Independent film making is very collaborative. You feel like it's you, the director and other actors and you really feel like you have the final say. When you do the bigger films, the studio has to give the final thumbs up and they're usually not big on risk taking because they're trying to make money.

Sometimes family doesn't always consist of your relatives or by blood. Sometimes your best friends can feel more like family than your cousins. I think everybody kind of has that same feeling. When you go through an accident together, when you go through a traumatic event, sometimes that brings you closer together.

I've always been a fan of AXE and when I heard about their new product and they sent it out to me for me to try and smell and I was like, oh man. It's hard for me to talk about something I don't care about or I'm not really into but once I tried it out for myself I was like, wow okay I can get into this [ collaboration].

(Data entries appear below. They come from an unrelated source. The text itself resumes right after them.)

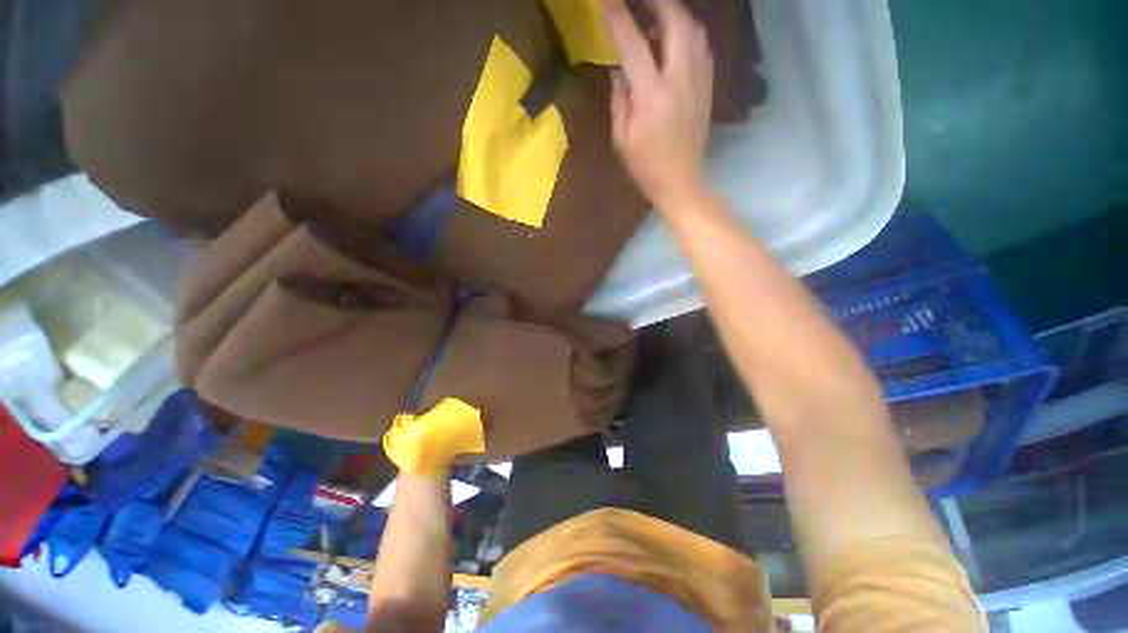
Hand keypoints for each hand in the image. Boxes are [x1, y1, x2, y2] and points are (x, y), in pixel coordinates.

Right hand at [604, 0, 713, 209]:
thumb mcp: (622, 139)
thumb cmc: (646, 167)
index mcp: (652, 96)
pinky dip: (688, 34)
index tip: (607, 2)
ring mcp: (699, 82)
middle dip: (658, 1)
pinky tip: (675, 41)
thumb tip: (617, 70)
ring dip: (675, 15)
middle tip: (640, 0)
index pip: (634, 44)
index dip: (618, 18)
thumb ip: (618, 100)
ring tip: (656, 17)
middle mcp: (680, 80)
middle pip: (676, 21)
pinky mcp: (708, 88)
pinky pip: (702, 48)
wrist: (681, 183)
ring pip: (694, 30)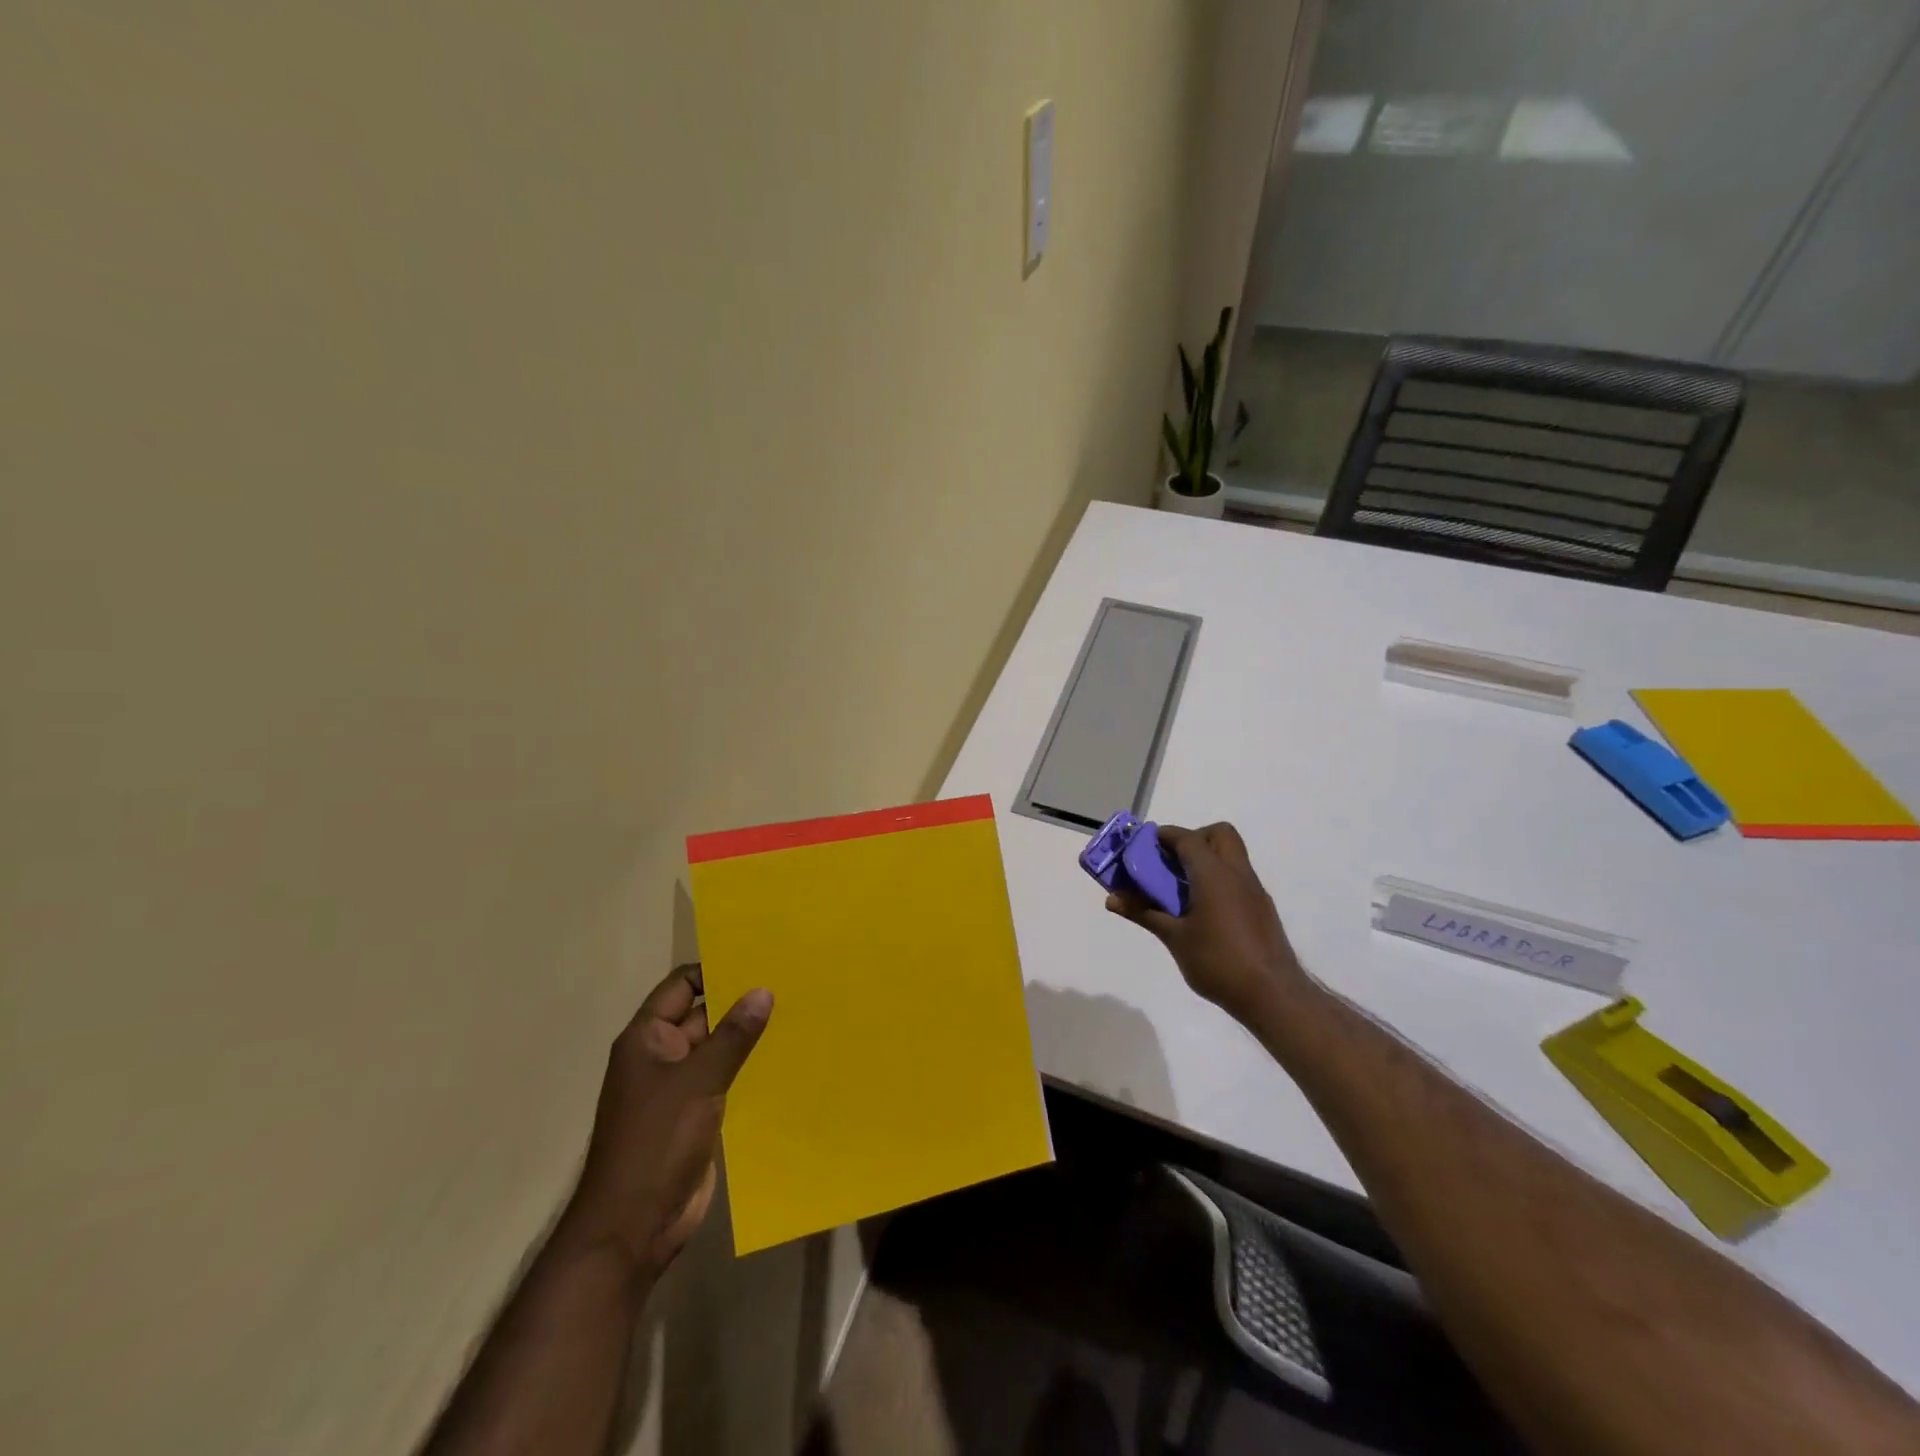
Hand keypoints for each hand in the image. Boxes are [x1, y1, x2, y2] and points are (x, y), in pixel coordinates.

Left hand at [561, 964, 771, 1281]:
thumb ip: (732, 1035)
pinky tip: (784, 1058)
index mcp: (647, 1038)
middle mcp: (660, 1056)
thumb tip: (763, 991)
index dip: (715, 971)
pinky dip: (748, 1067)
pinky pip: (724, 1078)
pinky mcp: (695, 1115)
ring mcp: (678, 1087)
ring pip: (716, 1047)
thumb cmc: (656, 1142)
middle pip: (702, 1014)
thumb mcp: (698, 1081)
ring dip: (747, 1035)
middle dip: (739, 1001)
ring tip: (795, 1014)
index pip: (681, 986)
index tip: (759, 961)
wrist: (634, 1226)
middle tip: (788, 982)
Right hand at [1105, 822, 1307, 1025]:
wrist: (1273, 995)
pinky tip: (1201, 911)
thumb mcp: (1174, 938)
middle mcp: (1237, 873)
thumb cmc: (1218, 961)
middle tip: (1170, 863)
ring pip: (1230, 856)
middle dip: (1192, 840)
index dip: (1163, 837)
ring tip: (1180, 889)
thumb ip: (1144, 912)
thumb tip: (1111, 899)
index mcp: (1214, 874)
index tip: (1142, 847)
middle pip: (1219, 834)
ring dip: (1205, 860)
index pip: (1187, 838)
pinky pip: (1237, 878)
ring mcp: (1254, 890)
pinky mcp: (1261, 908)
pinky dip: (1217, 880)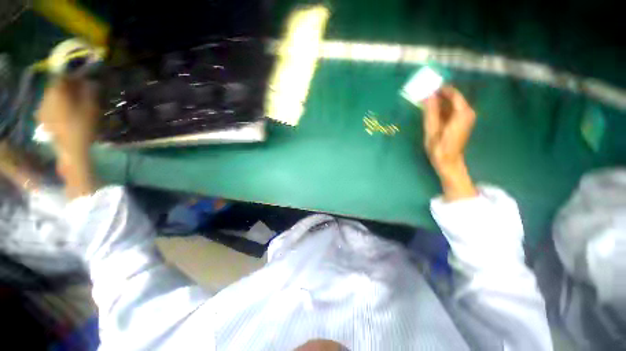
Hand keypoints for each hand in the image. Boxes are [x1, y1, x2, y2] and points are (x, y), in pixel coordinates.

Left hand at [37, 78, 99, 197]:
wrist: (70, 151)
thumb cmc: (82, 127)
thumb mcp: (91, 107)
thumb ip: (90, 91)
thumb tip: (90, 81)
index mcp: (57, 92)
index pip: (63, 76)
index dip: (75, 76)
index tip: (85, 79)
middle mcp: (46, 98)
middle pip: (57, 87)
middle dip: (69, 87)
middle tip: (81, 92)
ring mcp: (42, 110)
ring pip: (53, 97)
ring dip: (63, 97)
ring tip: (75, 104)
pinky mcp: (43, 120)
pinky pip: (50, 107)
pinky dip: (58, 107)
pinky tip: (66, 114)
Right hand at [423, 86, 477, 200]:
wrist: (448, 162)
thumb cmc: (440, 147)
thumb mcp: (432, 129)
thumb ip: (430, 111)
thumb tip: (427, 95)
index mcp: (463, 113)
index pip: (453, 94)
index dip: (441, 89)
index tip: (428, 87)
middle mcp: (467, 113)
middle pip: (453, 99)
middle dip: (438, 96)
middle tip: (424, 95)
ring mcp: (465, 118)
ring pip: (451, 105)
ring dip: (438, 103)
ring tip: (424, 103)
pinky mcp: (460, 123)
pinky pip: (451, 111)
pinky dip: (441, 110)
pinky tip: (431, 112)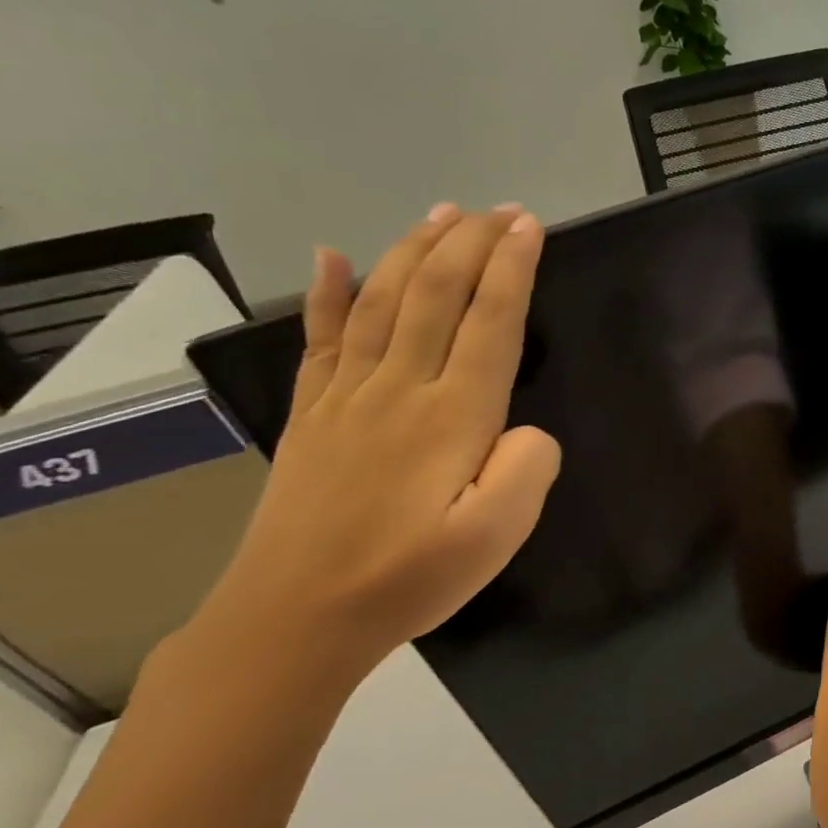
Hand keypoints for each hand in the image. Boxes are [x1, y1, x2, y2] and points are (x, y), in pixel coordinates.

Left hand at [188, 204, 561, 696]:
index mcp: (452, 415)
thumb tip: (527, 428)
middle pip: (438, 295)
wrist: (296, 618)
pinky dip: (330, 292)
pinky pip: (322, 339)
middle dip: (472, 243)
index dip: (512, 268)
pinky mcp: (313, 415)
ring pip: (386, 302)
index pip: (490, 322)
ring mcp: (348, 397)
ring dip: (416, 250)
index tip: (530, 226)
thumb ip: (528, 469)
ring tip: (443, 214)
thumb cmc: (410, 577)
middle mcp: (399, 389)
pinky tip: (334, 256)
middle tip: (500, 209)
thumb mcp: (497, 536)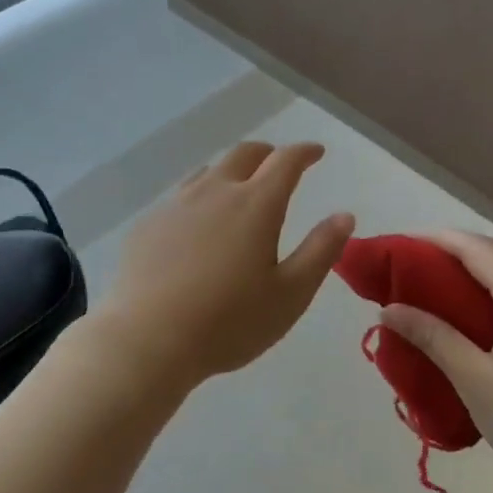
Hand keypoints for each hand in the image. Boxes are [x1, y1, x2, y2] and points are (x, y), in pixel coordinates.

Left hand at [100, 141, 354, 388]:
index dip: (304, 152)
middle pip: (244, 154)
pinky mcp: (148, 224)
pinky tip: (197, 223)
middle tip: (279, 164)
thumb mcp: (290, 294)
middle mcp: (215, 192)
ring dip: (231, 172)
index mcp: (256, 204)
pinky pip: (180, 197)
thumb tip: (344, 216)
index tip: (316, 152)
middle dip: (268, 153)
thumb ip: (320, 251)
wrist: (147, 340)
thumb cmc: (229, 322)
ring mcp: (176, 205)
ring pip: (208, 171)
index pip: (285, 161)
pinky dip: (200, 198)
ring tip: (239, 188)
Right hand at [378, 231, 492, 492]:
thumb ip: (434, 338)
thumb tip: (389, 309)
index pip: (475, 248)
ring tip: (437, 287)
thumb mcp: (477, 383)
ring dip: (478, 270)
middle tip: (411, 268)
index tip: (398, 247)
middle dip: (453, 252)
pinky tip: (480, 313)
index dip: (434, 241)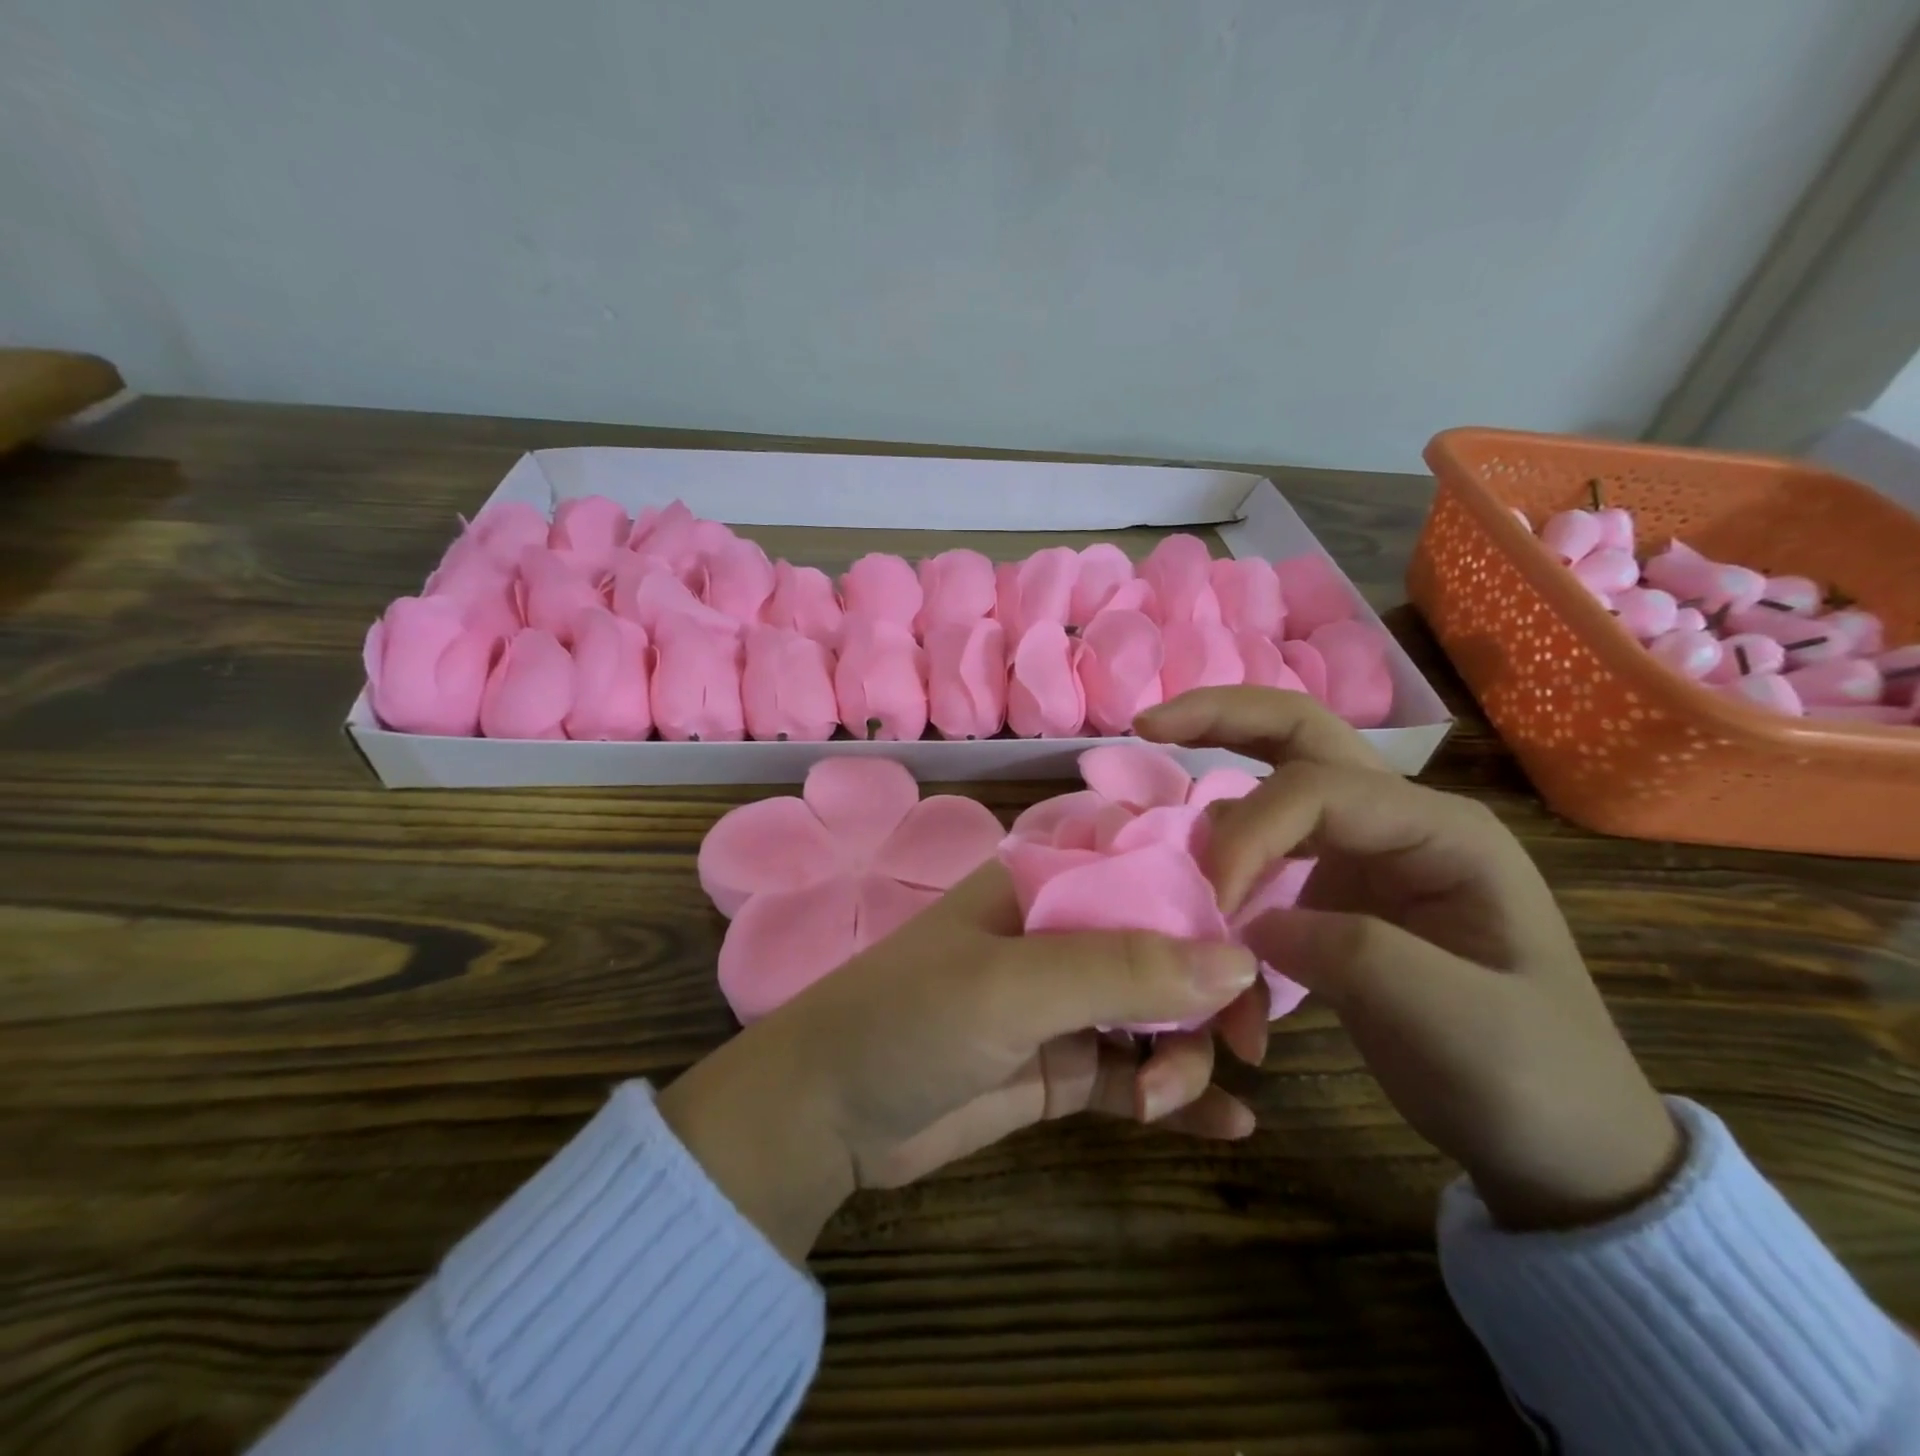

How are people who are young and look like Oscar [Grant] portrayed in the media? You gotta think about that. And somebody given a badge and a gun and told to go police in those communities, all of a sudden they got to protect and serve and talk to people they never even spent time with [and] they might have formed opinions about.

The fact that there aren't an abundance of African-American males that are getting lead roles [and] that are getting roles that have prominence on the big screen. [It's] the same thing from behind the camera; maybe even worse. Coming up, when you're black and you want to direct somebody says, "Oh, you're Spike Lee" or "You're John Singleton."

I'm just looking forward to doing these videos with AXE. Doing more directing, collaborating with them, finding ways to kind of like tap into temptation with their market and their audience and mine and find cool, creative ways to get the brand out to people. And I think they're doing a really, really good job. So we've got some cool stuff coming up.

Chicago PD has a rule that if you work in Chicago you have to live in Chicago. Some areas don't have that rule.So oftentimes you get people from different environments that get thrown into environments with people that they never spent time with before in they life. On a daily basis or in their personal life. The only access they had to these type of people was through the media.